The Human Rights Watch Film Festival, now in its 24th edition, returns to New York from June 13 through 23 with 20 films, 18 documentaries and 2 fiction films, with screenings at the Film Society of Lincoln Center and the IFC Center. Many of the films will be followed by Q&A's with filmmakers, as well as panel discussions with experts and film subjects. As usual, the festival features an impressively diverse selection of films from all over the globe that explores their subjects with compelling approaches to storytelling and visualization of their themes. 

This year's festival includes a number of documentaries that have garnered great acclaim on the fest circuit, some of which have been covered here at ScreenAnarchy. One of these is Joshua Oppenheimer's astonishing and deeply disturbing The Act of Killing (see Jason Gorber's TIFF review), which interviews perpetrators of genocide in Indonesia who unapologetically boast of their crimes and dramatically recreate them for the camera. Another is Mike Lerner and Maxim Pozdorovkin's Pussy Riot: A Punk Prayer (see J Hurtado's review), which follows the jailed members of the anti-Putin collective that staged a bold protest inside a hallowed cathedral in Moscow and brought the eyes of the world on Russia's often harsh crackdowns on dissent.

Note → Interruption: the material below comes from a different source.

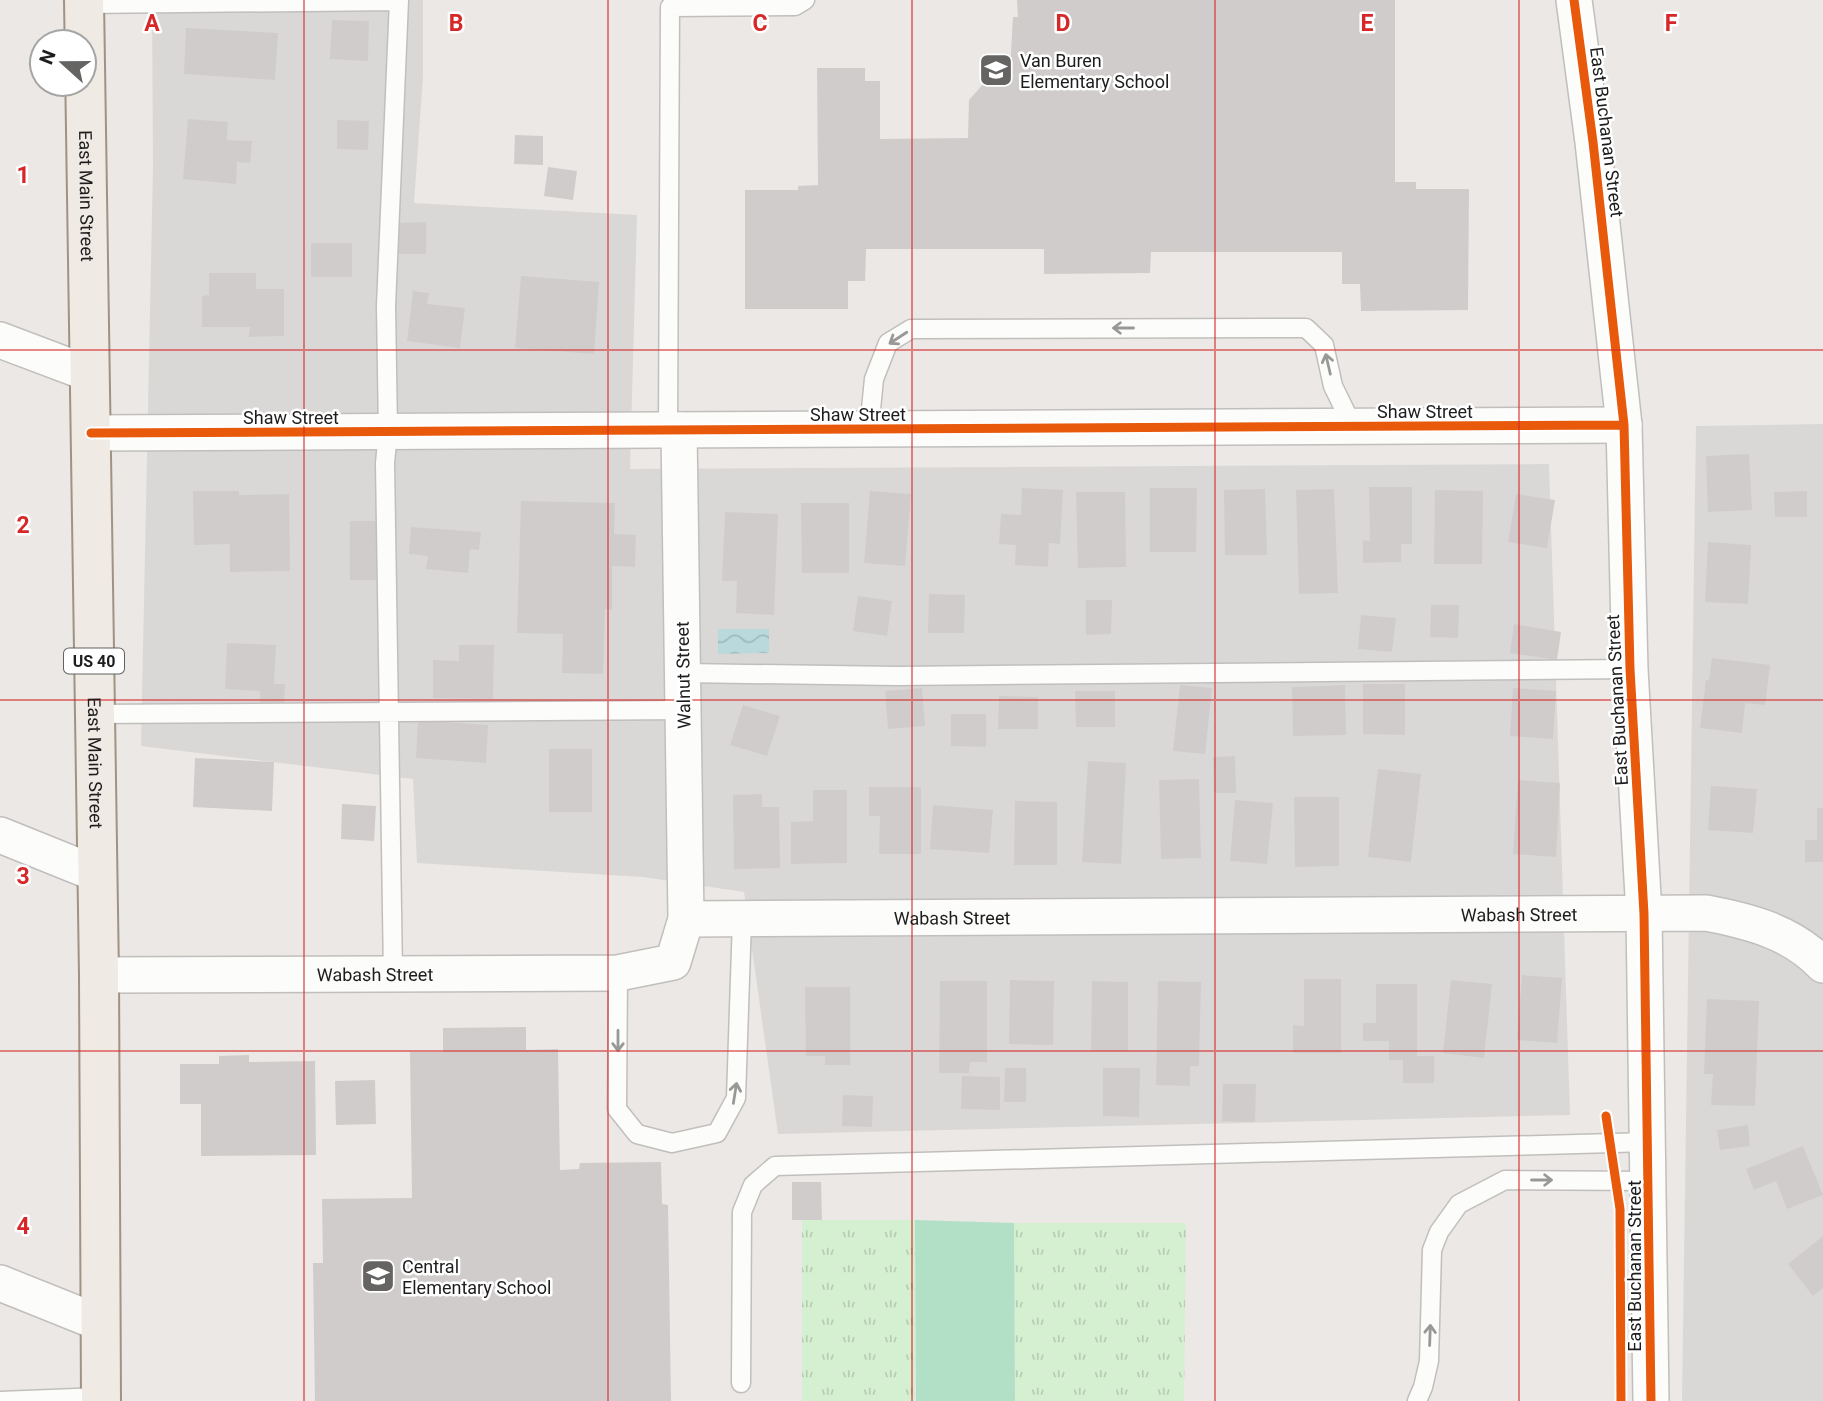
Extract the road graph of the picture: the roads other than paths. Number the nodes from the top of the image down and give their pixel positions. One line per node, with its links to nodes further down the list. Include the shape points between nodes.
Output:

This year's festival centers on four main themes: traditional values and human rights, focusing on women's rights, LGBT rights, and the rights of the disabled; crises and migration; a focus on Asia; and human rights in the United States. Below are a few of this year's notable selections. For more information on these and other festival films, and to purchase tickets, visit the Human Rights Watch Film Festival's website.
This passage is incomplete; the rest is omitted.